(Collected data)
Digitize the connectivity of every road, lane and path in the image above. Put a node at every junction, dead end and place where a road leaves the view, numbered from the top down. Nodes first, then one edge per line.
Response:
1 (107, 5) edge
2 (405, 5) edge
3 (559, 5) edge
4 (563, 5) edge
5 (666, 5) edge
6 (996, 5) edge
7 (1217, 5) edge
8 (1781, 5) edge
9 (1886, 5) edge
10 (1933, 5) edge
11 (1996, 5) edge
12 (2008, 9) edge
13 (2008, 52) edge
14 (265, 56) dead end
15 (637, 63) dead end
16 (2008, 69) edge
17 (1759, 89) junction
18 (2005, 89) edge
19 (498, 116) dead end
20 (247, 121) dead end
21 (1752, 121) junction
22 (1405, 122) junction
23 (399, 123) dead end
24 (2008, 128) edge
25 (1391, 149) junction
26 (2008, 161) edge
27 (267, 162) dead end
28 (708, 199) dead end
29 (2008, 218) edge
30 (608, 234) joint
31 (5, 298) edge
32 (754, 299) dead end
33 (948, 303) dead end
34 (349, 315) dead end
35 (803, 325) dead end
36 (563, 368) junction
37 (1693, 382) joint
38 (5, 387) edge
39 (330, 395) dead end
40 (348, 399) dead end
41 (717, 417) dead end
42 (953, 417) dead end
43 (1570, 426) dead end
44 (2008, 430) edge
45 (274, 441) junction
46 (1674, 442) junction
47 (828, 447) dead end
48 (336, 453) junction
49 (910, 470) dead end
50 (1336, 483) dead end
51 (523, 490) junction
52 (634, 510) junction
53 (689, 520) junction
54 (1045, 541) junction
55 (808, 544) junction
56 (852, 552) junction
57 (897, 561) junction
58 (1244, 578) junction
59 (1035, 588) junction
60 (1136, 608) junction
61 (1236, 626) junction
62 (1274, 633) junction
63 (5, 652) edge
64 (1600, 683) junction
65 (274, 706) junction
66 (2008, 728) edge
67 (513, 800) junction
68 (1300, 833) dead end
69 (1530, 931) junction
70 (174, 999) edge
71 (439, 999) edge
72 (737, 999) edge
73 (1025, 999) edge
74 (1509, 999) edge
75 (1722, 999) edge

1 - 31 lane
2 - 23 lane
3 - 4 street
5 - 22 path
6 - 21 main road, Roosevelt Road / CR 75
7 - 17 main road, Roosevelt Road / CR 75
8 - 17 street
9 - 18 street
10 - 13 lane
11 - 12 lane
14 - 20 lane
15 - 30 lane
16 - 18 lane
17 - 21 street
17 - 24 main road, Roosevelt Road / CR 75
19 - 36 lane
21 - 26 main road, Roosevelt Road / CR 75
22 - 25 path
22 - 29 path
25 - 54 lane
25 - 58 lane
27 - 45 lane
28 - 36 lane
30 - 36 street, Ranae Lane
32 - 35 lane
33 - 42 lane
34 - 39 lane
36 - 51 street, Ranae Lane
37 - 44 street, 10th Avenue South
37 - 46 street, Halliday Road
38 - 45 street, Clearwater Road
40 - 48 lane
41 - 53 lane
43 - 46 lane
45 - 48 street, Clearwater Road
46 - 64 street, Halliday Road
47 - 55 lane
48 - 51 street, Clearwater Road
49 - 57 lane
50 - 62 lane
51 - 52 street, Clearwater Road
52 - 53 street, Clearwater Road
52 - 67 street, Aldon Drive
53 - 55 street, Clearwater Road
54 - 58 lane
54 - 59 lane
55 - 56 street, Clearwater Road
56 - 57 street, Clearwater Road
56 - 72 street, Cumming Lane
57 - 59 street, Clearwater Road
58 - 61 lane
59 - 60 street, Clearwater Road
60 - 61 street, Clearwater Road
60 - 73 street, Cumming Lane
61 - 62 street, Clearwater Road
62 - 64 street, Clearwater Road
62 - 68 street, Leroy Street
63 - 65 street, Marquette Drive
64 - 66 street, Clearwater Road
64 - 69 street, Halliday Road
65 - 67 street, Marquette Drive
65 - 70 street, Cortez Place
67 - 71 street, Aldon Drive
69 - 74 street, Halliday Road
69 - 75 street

- _Work to be completed_
The response should consist of every record, written out exactly as given.

- _The answer_
Digitize the connectivity of every road, lane and path in the image above. Put a node at every junction, dead end and place where a road leaves the view, numbered from the top down. Nodes first, then one edge per line.
Response:
1 (107, 5) edge
2 (405, 5) edge
3 (559, 5) edge
4 (563, 5) edge
5 (666, 5) edge
6 (996, 5) edge
7 (1217, 5) edge
8 (1781, 5) edge
9 (1886, 5) edge
10 (1933, 5) edge
11 (1996, 5) edge
12 (2008, 9) edge
13 (2008, 52) edge
14 (265, 56) dead end
15 (637, 63) dead end
16 (2008, 69) edge
17 (1759, 89) junction
18 (2005, 89) edge
19 (498, 116) dead end
20 (247, 121) dead end
21 (1752, 121) junction
22 (1405, 122) junction
23 (399, 123) dead end
24 (2008, 128) edge
25 (1391, 149) junction
26 (2008, 161) edge
27 (267, 162) dead end
28 (708, 199) dead end
29 (2008, 218) edge
30 (608, 234) joint
31 (5, 298) edge
32 (754, 299) dead end
33 (948, 303) dead end
34 (349, 315) dead end
35 (803, 325) dead end
36 (563, 368) junction
37 (1693, 382) joint
38 (5, 387) edge
39 (330, 395) dead end
40 (348, 399) dead end
41 (717, 417) dead end
42 (953, 417) dead end
43 (1570, 426) dead end
44 (2008, 430) edge
45 (274, 441) junction
46 (1674, 442) junction
47 (828, 447) dead end
48 (336, 453) junction
49 (910, 470) dead end
50 (1336, 483) dead end
51 (523, 490) junction
52 (634, 510) junction
53 (689, 520) junction
54 (1045, 541) junction
55 (808, 544) junction
56 (852, 552) junction
57 (897, 561) junction
58 (1244, 578) junction
59 (1035, 588) junction
60 (1136, 608) junction
61 (1236, 626) junction
62 (1274, 633) junction
63 (5, 652) edge
64 (1600, 683) junction
65 (274, 706) junction
66 (2008, 728) edge
67 (513, 800) junction
68 (1300, 833) dead end
69 (1530, 931) junction
70 (174, 999) edge
71 (439, 999) edge
72 (737, 999) edge
73 (1025, 999) edge
74 (1509, 999) edge
75 (1722, 999) edge

1 - 31 lane
2 - 23 lane
3 - 4 street
5 - 22 path
6 - 21 main road, Roosevelt Road / CR 75
7 - 17 main road, Roosevelt Road / CR 75
8 - 17 street
9 - 18 street
10 - 13 lane
11 - 12 lane
14 - 20 lane
15 - 30 lane
16 - 18 lane
17 - 21 street
17 - 24 main road, Roosevelt Road / CR 75
19 - 36 lane
21 - 26 main road, Roosevelt Road / CR 75
22 - 25 path
22 - 29 path
25 - 54 lane
25 - 58 lane
27 - 45 lane
28 - 36 lane
30 - 36 street, Ranae Lane
32 - 35 lane
33 - 42 lane
34 - 39 lane
36 - 51 street, Ranae Lane
37 - 44 street, 10th Avenue South
37 - 46 street, Halliday Road
38 - 45 street, Clearwater Road
40 - 48 lane
41 - 53 lane
43 - 46 lane
45 - 48 street, Clearwater Road
46 - 64 street, Halliday Road
47 - 55 lane
48 - 51 street, Clearwater Road
49 - 57 lane
50 - 62 lane
51 - 52 street, Clearwater Road
52 - 53 street, Clearwater Road
52 - 67 street, Aldon Drive
53 - 55 street, Clearwater Road
54 - 58 lane
54 - 59 lane
55 - 56 street, Clearwater Road
56 - 57 street, Clearwater Road
56 - 72 street, Cumming Lane
57 - 59 street, Clearwater Road
58 - 61 lane
59 - 60 street, Clearwater Road
60 - 61 street, Clearwater Road
60 - 73 street, Cumming Lane
61 - 62 street, Clearwater Road
62 - 64 street, Clearwater Road
62 - 68 street, Leroy Street
63 - 65 street, Marquette Drive
64 - 66 street, Clearwater Road
64 - 69 street, Halliday Road
65 - 67 street, Marquette Drive
65 - 70 street, Cortez Place
67 - 71 street, Aldon Drive
69 - 74 street, Halliday Road
69 - 75 street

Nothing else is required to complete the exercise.